The code can be found here http://www.sagepub.com/dsur/study/DSUR%20R%20Script%20Files/Chapter%2012%20DSUR%20GLM3.R :

line <- ggplot(gogglesData, aes(alcohol, attractiveness, colour = gender))
line + stat_summary(fun.y = mean, geom = "point") + 
stat_summary(fun.y = mean, geom = "line", aes(group= gender)) + 
stat_summary(fun.data = mean_cl_boot, geom = "errorbar", width = 0.2) + 
labs(x = "Alcohol Consumption", y = "Mean Attractiveness of Date (%)", colour = "Gender")  

I produced the same graph; my y-axis variable has only 4-points (it is a discrete scale, 1-4), now the y-axis has the points 1.5, 2, 2.5 in which the lines vary.

And the question is: what do these points and graphs describe? I assume that the important part is stat_summary(fun.data = mean_cl_boot, geom = "errorbar", width = 0.2) are they count of observations for that group and that level(x-axis)? Are they frequencies?
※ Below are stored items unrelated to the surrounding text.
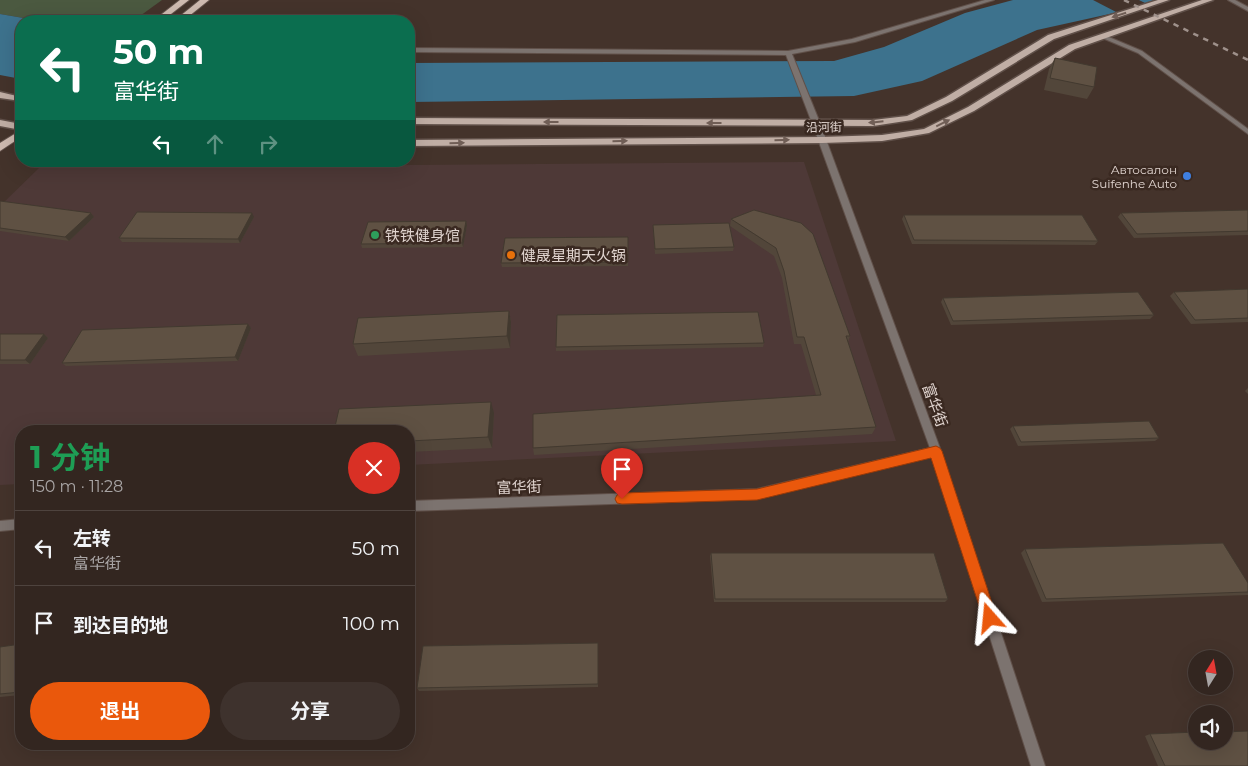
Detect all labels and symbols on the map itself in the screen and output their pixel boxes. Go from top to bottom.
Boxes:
one-way arrow [1111,11,1126,19]
one-way arrow [543,118,559,126]
one-way arrow [868,118,884,126]
one-way arrow [706,119,722,127]
street label: 沿河街 [806,119,842,135]
one-way arrow [936,119,950,127]
one-way arrow [775,136,791,144]
one-way arrow [612,137,628,145]
one-way arrow [450,139,466,147]
place label: Автосалон Suifenhe Auto [1092,162,1177,191]
marker: Автосалон Suifenhe Auto [1181,170,1193,182]
place label: 铁铁健身馆 [385,226,460,245]
marker: 铁铁健身馆 [369,229,381,241]
place label: 健晟星期天火锅 [521,246,626,265]
marker: 健晟星期天火锅 [505,249,517,261]
street label: 富华街 [918,381,952,429]
pin [601,448,643,499]
street label: 富华街 [496,477,542,497]
position arrow [963,591,1015,643]
north arrow [1188,650,1232,695]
Or, are they proportions?

I found this http://docs.ggplot2.org/0.9.3/stat_summary.html but it did not help me

Thank you


Solution

  • Here is what the ggplot2 book on page 83 says about mean_cl_boot()

    Function          Hmisc original        Middle Range
    mean_cl_boot() smean.cl.boot() Mean Standard error from bootstrap
    

    I think that it is the smean.cl.boot() from Hmisc package but renamed as mean.cl.boot() in ggplot2.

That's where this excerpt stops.